Application To Staffing Strategy and Organization Design
When you are thinking about the leadership structure of your organization you want to think about these three aspects of leadership. You can choose to delegate responsibility for defining, planning and pushing work forward. Does the person to whom this responsibility is delegated also have decision rights over staffing – is that person responsible for forming the team? For hiring staff? How many initiatives need to run concurrently, how many initiatives can one leader direct? Is there other leadership talent within the team that the main leader can delegate to?
Who does your overall staff plan and forecast? Hiring and team assignments? What relationship is that person the the person running the work? Same person? Manager of that person? Peer of that person? Dotted Line? How will those two people collaborate to work through staff and capacity issues?
Who is responsible for building your practices/processes? Who is responsible for technical architecture? Who leads the design process for your team(s)? Is it a team member? Is that per initiative or across many initiatives? What about project management process? Is it ad hoc? Per initiative? Each work leader can define their own? Or is there some common process that your organization follows? Who keeps the work leaders accountable for following the common process? Who is responsible for improving the common process? What is this person’s relationship to the work leaders? Boss? Dotted line? Peer? What decision rights do work leaders have to short cut practice standards?
If the decision rights are not clearly delegated, by default you have all the decision rights. But the leaders who work for you will take liberties and make decisions in the name of getting things done. They will come and get forgiveness rather than permission. They will feel guilty about usurping your decision rights, but they will fear what will happen if no decision is made. You are not available enough to make all the decisions that you have not delegated rights to make. Projects will fail, practices will bog down, staff positions will be empty. Or everyone will do what seems right in their own eyes, and the boss lays on you the iniquity of them all.
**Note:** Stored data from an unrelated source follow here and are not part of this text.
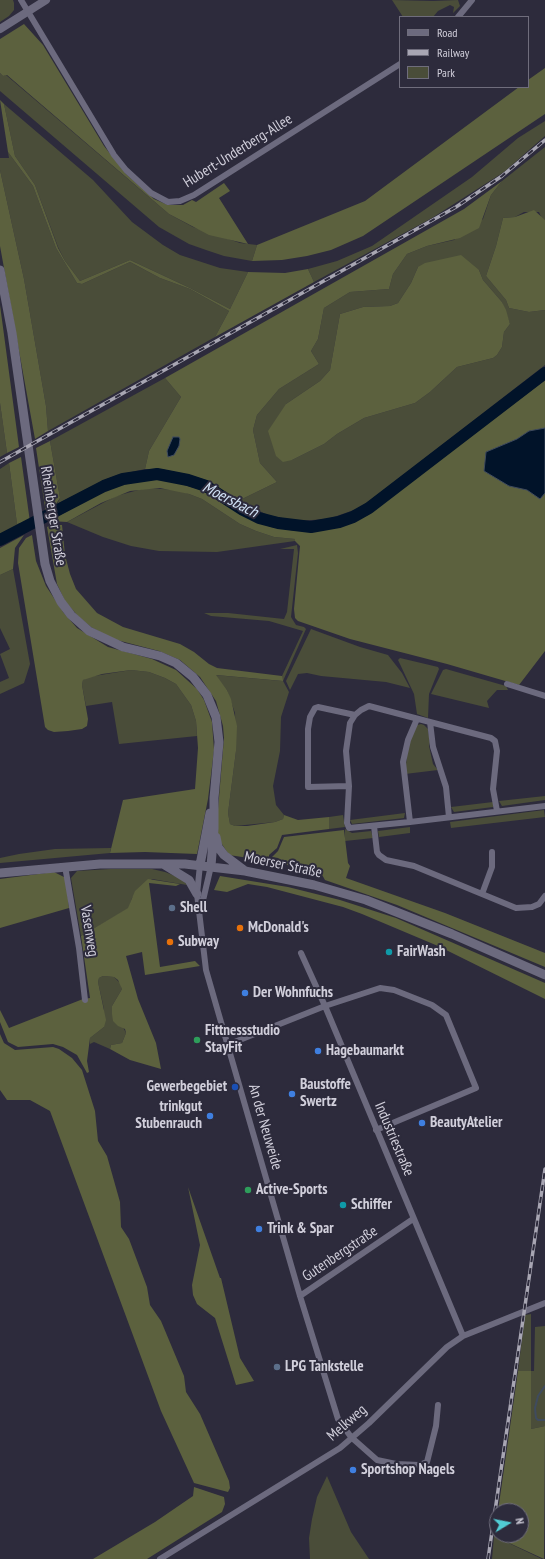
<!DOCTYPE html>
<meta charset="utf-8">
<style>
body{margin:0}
#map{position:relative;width:545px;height:1559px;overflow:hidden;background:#2d2b3c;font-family:"PT Sans Narrow",sans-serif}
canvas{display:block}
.legend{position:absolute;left:399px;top:16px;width:130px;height:72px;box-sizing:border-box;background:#2d2b3c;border:1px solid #6f6d7c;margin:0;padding:5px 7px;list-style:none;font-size:12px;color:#d1cfdb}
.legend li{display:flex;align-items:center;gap:8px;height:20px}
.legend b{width:20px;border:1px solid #6f6d7c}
.north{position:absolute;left:489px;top:1503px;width:40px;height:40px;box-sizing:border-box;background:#2d2b3c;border:1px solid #6f6d7c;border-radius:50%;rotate:80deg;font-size:11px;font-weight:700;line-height:16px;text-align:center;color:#d1cfdb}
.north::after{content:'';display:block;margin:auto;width:14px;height:18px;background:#51ccd4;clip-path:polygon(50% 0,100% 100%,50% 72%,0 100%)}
</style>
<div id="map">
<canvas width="545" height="1559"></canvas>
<ul class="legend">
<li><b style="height:5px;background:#6c6a7e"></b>Road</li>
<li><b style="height:5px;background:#a8a6b3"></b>Railway</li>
<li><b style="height:11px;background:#4a4d39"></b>Park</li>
</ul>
<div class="north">N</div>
</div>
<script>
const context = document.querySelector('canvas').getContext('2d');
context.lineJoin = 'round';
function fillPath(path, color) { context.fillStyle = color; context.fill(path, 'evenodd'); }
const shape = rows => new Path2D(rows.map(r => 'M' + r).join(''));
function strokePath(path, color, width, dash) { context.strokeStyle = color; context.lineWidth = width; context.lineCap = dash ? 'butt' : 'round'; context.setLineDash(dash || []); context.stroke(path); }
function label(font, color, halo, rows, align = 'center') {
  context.font = font + ' "PT Sans Narrow",sans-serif'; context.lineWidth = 4; context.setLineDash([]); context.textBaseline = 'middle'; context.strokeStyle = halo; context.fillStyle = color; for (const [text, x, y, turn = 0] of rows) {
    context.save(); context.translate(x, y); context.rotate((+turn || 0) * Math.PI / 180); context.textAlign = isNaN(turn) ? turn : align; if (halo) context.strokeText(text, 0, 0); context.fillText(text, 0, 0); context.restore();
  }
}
fillPath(shape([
 [0,0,13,0,14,3,14,10,9,16,0,22],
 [392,0,433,1,458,0,460,6,453,13,454,7,450,5,438,11,433,17,403,17],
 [0,73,3,76,6,75,169,214,193,227,240,243,257,245,252,261,224,256,206,250,189,244,159,227,0,91],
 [4,104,93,180,132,222,163,245,180,255,220,268,248,272,230,309,190,288,130,260,80,281,65,261,58,247,35,185,15,156],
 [545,121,545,136,504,172,432,218,314,282,308,269,337,261,372,246,472,177,518,138],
 [545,147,545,220,542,219,539,212,524,212,515,217,503,218,496,246,486,276,506,300,509,308,529,312,545,310,545,365,372,499,357,509,328,519,296,521,268,515,238,501,277,482,260,463,253,430,257,415,279,389,319,364,311,351,318,339,324,308,350,292,389,289,393,274,407,254,427,246,454,240,483,219,491,195,502,181],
 [418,267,479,270,483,280,502,302,510,324,504,332,502,347,497,355,493,358,457,367,430,392,415,403,364,418,337,434,324,444,292,460,286,404,320,381,330,370,340,314,363,307,390,306,398,303,411,283],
 [8,152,33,186,56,248,77,283,82,284,130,262,160,278,190,289,229,311,215,337,48,431,46,406,24,279,0,170,0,158,9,158],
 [165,378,181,397,149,451,145,469,117,475,102,481,57,504,60,498,50,441],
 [0,403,7,453,0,457],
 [9,463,17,524,22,524,0,535,0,469],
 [146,488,177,490,189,494,202,499,240,524,256,531,274,537,295,539,295,541,217,552,159,551,131,546,103,537,67,522,116,496],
 [297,545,298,553,291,617,296,625,304,627,306,629,283,681,289,692,281,717,280,751,273,786,276,805,284,815,283,819,275,822,235,826,230,824,228,813,236,751,235,713,227,690,215,675,282,681,282,676,303,631,269,621,211,616,204,613,228,613,284,619,287,612,294,549,280,549],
 [13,569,30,664,24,683,0,694,0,682,9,678,0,654,10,649,0,628,0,575],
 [311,629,360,647,388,655,402,673,410,688,386,682,321,676,307,673,298,674,290,690,286,681],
 [400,658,438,667,439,669,429,694,428,718,417,714,414,694,399,662,398,660],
 [446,669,506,686,508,690,497,690,487,701,489,708,431,694,443,670],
 [131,670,149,672,165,678,176,684,191,705,196,721,197,736,119,744,112,702,86,706,82,685,83,680,88,677],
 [421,724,424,725,428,729,430,742,429,746,433,764,438,770,405,774,408,745,417,725],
 [545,796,545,800,502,806,499,801],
 [493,802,493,807,454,812,451,807],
 [544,810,545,817,451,828,450,822],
 [405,813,404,818,352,824,350,820],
 [343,815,345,827,329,829,329,817],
 [410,827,410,833,379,837,378,831],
 [345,829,352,833,371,831,373,838,345,841],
 [111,848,110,853,0,863,0,858,19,854,55,849],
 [110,869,152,869,165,872,183,879,187,885,152,879,132,898,129,908,81,936,71,878,77,871],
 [103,976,114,977,121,984,122,989,112,1006,126,1033,122,1043,111,1045,110,1049,94,1042,90,1044,90,1038,104,1027,104,1009,98,982,99,978],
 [531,1314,531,1371,534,1371,535,1327,545,1326,545,1426,531,1429,531,1371,518,1371,525,1315],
 [327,1476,351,1532,369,1559,310,1559,309,1538,312,1519,317,1497],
 [494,1536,542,1559,492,1559]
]), '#4a4d39');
fillPath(shape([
 [24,24,43,45,104,146,126,174,154,199,168,205,183,205,192,200,196,202,224,183,230,191,219,198,248,244,209,235,169,214,7,75,3,76,0,73,0,39],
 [545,68,545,114,542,116,363,236,331,250,307,256,282,260,252,261,257,245,365,201,519,87,528,87,528,80],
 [0,100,4,104,15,156,35,185,58,248,65,261,80,281,130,260,190,288,230,309,248,272,285,273,308,269,314,282,215,337,229,311,190,289,160,278,132,263,130,262,82,284,77,283,56,248,33,186,8,152],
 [0,170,24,279,46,406,48,431,35,439,0,246],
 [502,181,491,195,479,228,460,238,427,246,407,254,393,274,389,289,350,292,324,308,318,339,311,351,319,364,279,389,257,415,253,430,260,463,277,482,238,501,209,481,190,475,161,469,145,469,149,451,181,397,165,378,464,209],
 [534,210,545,220,545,310,529,312,509,308,506,300,486,276,496,246,503,218,515,217],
 [461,255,479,270,483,280,502,302,506,310,510,324,504,332,502,347,497,355,493,358,457,367,430,392,415,403,364,418,337,434,324,444,292,460,283,462,276,456,268,431,286,404,320,381,330,370,340,314,363,307,390,306,398,303,411,283,418,267,425,263],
 [0,305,19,447,7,453,0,403],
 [545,380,545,428,529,431,517,439,486,452,484,471,509,486,527,490,540,499,545,493,545,651,519,685,447,664,350,639,298,621,295,618,294,609,300,546,295,541,295,539,274,537,256,531,240,524,202,499,189,494,160,488,130,491,101,503,67,522,50,521,94,496,117,486,152,479,167,480,201,490,252,520,271,527,296,531,317,531,351,523,368,515],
 [50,441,60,498,52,510,46,514,36,448],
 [21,457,30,522,17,524,9,463],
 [51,525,62,525,65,555,70,574,76,589,97,613,123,627,180,644,194,652,209,664,217,668,282,676,283,681,216,675,227,690,231,699,237,726,236,751,228,813,230,824,235,826,247,826,275,822,283,819,284,815,298,820,329,817,329,829,282,835,277,848,269,855,269,860,276,860,275,862,229,855,218,838,217,821,224,738,223,726,216,701,200,677,180,660,159,651,113,639,91,627,78,616,65,601,57,584,47,527],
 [24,535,15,548,13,569,0,575,0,548],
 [32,535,36,561,46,586,63,612,77,628,108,647,152,659,176,670,197,689,204,700,212,722,214,750,208,799,197,854,145,852,110,853,123,800,195,789,198,748,196,721,191,705,176,684,165,678,149,672,131,670,102,674,83,680,82,685,88,719,87,726,82,729,68,731,54,732,48,730,45,727,18,563,19,548,26,538],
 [344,830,348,863,350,866,346,878,445,913,545,953,545,967,397,905,325,880,321,873,283,864,278,858,272,857,278,851,284,837],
 [54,872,66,878,69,908,0,928,0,879],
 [220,876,288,887,340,900,396,918,545,983,545,999,438,946,362,914,343,907,267,887,248,884,227,892,214,890],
 [148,879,180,884,176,886,149,883,160,967,195,961,200,966,145,975,142,952,126,956,138,999,156,1043,161,1069,130,1060,110,1049,111,1045,122,1043,126,1033,125,1029,118,1026,113,1021,112,1014,112,1006,122,989,118,980,114,977,103,976,99,978,98,982,106,1020,104,1027,90,1038,87,1061,89,1072,87,1073,77,1055,63,1047,53,1044,18,1047,8,1042,0,1022,0,1010,9,1028,83,999,90,998,81,936,128,908,135,891],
 [0,1034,4,1043,15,1050,53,1047,59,1049,72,1058,82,1070,95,1111,98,1141,107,1156,120,1202,121,1227,129,1239,147,1287,150,1305,161,1321,184,1376,186,1392,200,1414,229,1481,230,1488,228,1492,194,1483,161,1411,50,1111,30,1100,7,1100,0,1090],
 [188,1187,220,1278,221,1278,240,1358,254,1381,236,1385,215,1318,197,1304,193,1295,192,1285,200,1245],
 [518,1371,531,1371,531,1429,545,1426,544,1559,494,1536,497,1515,497,1535,521,1535,521,1511,498,1511],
 [194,1487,224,1497,225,1504,222,1512,147,1559,93,1559,155,1522,193,1496]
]), '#5c613e');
const water = shape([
 [545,428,545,493,540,499,527,490,509,486,484,471,486,452,517,439,529,431,545,428],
 [173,437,179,437,180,439,179,446,174,455,168,457,167,451,173,437]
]);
fillPath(water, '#011329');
strokePath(water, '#3f4b5e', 1);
strokePath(shape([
 [545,1386,538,1396,535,1408,536,1418,538,1420,545,1420]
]), '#3f4b5e', 2);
strokePath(shape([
 [0,540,104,486,123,479,157,474,188,480,206,486,243,510,259,518,278,523,311,527,339,522,353,517,369,508,545,373]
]), '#011329', 12);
strokePath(shape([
 [21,0,114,155,126,170,151,193,168,202,180,201,194,195,400,64],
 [458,17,472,0],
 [507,684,545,696],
 [430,722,433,747,446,787,449,817],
 [349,786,308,787,308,729,310,717,315,708,318,707,355,715],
 [497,811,493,789,497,751,495,741,491,738,369,706,361,710,355,715,350,723,346,751,349,786,347,823,349,828,410,822,545,806],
 [410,822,403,762,408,740,417,719],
 [374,826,377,852,379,855,386,860,414,866,516,908,532,907,539,904,545,896],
 [200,865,197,894,206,970,300,1296,338,1419,351,1437,377,1460,396,1464,419,1465,427,1462,436,1426,438,1405],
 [65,866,79,948,85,1000],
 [482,894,492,867,492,852],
 [201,909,211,866],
 [301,953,325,1006,463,1336],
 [227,1045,325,1006,380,988,394,990,432,1005,446,1015,476,1088,376,1130],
 [300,1296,413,1219],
 [160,1559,340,1448,369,1423,447,1347,463,1336,545,1303]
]), '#6c6a7e', 6);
strokePath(shape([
 [0,29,46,0]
]), '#6c6a7e', 8);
strokePath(shape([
 [0,270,12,333,45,564,50,581,61,602,71,615,89,631,123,647,160,656,176,663,193,677,207,695,216,717,219,742,214,798,214,829,211,866],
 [216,837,218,847,224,855,244,870],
 [163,864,189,880,197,894],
 [200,865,210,813],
 [0,873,100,864,185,864,245,871,314,885,366,900,452,934,545,975]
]), '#6c6a7e', 9);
const rail = shape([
 [0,462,456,207,502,176,545,140],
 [488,1559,545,1169]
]);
strokePath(rail, '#a8a6b3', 3.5);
strokePath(rail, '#2d2b3c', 2, [6]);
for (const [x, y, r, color] of [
 [172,908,4,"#5c6f8a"],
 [240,928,4,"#e8710a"],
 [170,942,4,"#e8710a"],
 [389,952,4,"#0f9aa8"],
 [245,993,4,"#3f7fe0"],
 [197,1040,4,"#2e9e5b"],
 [318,1051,4,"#3f7fe0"],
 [235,1087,4,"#1a4fb4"],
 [292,1094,4,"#3f7fe0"],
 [210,1116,4,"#3f7fe0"],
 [422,1123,4,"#3f7fe0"],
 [248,1190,4,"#2e9e5b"],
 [343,1205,4,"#0f9aa8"],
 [259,1229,4,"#3f7fe0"],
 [277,1367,4,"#5c6f8a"],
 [353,1470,4,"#3f7fe0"]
]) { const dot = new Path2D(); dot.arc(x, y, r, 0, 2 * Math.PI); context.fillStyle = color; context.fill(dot); strokePath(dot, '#2d2b3c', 1.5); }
label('15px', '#d1cfdb', '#2d2b3c', [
 ["Hubert-Underberg-Allee",238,151,-32],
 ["Rheinberger Straße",53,516,81],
 ["Moerser Straße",283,865,12],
 ["Vasenweg",89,931,81],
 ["An der Neuweide",265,1127,74],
 ["Industriestraße",394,1139,67],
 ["Gutenbergstraße",340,1254,-34],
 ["Melkweg",347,1423,-41]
]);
label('bold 15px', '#d1cfdb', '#2d2b3c', [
 ["Shell",180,908],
 ["McDonald's",248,928],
 ["Subway",178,942],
 ["FairWash",397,952],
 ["Der Wohnfuchs",253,993],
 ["Fittnessstudio",205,1031],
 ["StayFit",205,1048],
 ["Hagebaumarkt",326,1051],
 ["Baustoffe",300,1085],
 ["Swertz",300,1102],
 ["Gewerbegebiet",227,1087,"right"],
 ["trinkgut",202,1107,"right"],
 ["Stubenrauch",202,1124,"right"],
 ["BeautyAtelier",430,1123],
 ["Active-Sports",256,1190],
 ["Schiffer",351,1205],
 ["Trink & Spar",267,1229],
 ["LPG Tankstelle",285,1367],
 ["Sportshop Nagels",361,1470]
], 'left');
label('italic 16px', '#d1e2f6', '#2d2b3c', [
 ["Moersbach",230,500,27]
]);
</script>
What I am implying is that if you don’t define the leadership structure, it will ultimately define itself, for better or worse. Your boss will still hold you accountable for the results. This is the lowest basis of staffing strategy, if management doesn’t have a plan in place, it simply flows down hill, until the lowest level leaders, fearing that they will be blamed for failure,simply do what needs to be done to be successful, and if your lucky, they will save your bacon. No middle manager will admit that that is how it works, but in reality, some of the time, that is the way it works.